Устинья не знала, что и делать. Расхитители свои же бабы или ребятишки ихние, что с ними сделаешь?
Бригадир второй бригады бельматый Иван Романович и Еремей Саввич застукали с жердями Прасковью Носкову, составили акт и передали его в народный суд. Игнату больших трудов стоило прикрыть это дело, но Еремей Саввич не смирился, на партийном собрании обвинил председателя в потакании преступникам, пригрозил добиться примерного наказания для Прасковьи.
— Иначе мы не остановим воровства, — предупредил он. — Все по жердочке растащут. Весной на неогороженные поля хлынет скот, сожрет, вытопчет посевы.
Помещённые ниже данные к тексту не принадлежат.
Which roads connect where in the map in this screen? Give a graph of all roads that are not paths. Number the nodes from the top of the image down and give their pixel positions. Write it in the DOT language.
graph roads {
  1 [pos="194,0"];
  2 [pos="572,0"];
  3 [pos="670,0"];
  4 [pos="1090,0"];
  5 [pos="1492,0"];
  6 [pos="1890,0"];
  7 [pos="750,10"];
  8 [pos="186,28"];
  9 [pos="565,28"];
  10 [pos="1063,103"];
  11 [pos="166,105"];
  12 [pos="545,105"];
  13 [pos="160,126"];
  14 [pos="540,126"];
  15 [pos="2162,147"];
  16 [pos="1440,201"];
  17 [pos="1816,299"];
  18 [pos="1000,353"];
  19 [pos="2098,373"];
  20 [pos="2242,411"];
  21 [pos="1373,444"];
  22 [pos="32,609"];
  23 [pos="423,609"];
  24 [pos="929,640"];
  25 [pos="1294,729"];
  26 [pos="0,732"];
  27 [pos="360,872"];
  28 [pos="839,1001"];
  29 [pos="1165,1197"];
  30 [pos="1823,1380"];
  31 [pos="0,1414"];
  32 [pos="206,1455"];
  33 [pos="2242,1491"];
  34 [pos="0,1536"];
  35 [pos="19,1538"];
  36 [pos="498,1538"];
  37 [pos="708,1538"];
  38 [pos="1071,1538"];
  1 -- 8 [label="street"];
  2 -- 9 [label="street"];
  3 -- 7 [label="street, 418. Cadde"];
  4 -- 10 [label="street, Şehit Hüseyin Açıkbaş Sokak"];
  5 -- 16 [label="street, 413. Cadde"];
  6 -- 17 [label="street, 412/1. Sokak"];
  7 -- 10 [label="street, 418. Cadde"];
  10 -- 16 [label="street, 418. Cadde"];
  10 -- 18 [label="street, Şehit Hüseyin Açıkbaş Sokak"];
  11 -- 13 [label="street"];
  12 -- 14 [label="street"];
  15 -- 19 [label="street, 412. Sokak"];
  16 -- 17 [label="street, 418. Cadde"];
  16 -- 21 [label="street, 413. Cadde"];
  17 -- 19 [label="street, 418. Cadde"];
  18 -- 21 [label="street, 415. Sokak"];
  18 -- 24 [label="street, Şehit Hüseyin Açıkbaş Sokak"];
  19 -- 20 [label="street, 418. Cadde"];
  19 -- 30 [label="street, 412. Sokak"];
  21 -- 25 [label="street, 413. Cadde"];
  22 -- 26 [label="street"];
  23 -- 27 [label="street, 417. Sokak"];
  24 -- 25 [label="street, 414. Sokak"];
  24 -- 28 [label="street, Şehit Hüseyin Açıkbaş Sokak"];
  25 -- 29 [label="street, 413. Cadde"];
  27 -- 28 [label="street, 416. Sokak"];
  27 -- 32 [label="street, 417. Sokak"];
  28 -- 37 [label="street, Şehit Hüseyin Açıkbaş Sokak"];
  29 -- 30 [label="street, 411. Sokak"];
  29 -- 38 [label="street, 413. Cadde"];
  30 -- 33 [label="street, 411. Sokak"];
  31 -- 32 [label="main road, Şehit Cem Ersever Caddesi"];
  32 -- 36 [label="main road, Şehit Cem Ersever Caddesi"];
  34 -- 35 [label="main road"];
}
— Вытопчет, — грустно согласился Игнат. И Устинья тоже понимала, что на этот раз Еремей Саввич не ради пустозвонства говорит, от души тревожится. Но о чем думает Игнат, что у него на уме?
— Сегодня ты отвел кару от Прасковьи, завтра сам на скамью подсудимых сядешь. Как большевик и секретарь организации предупреждаю тебя, Игнат Назарыч.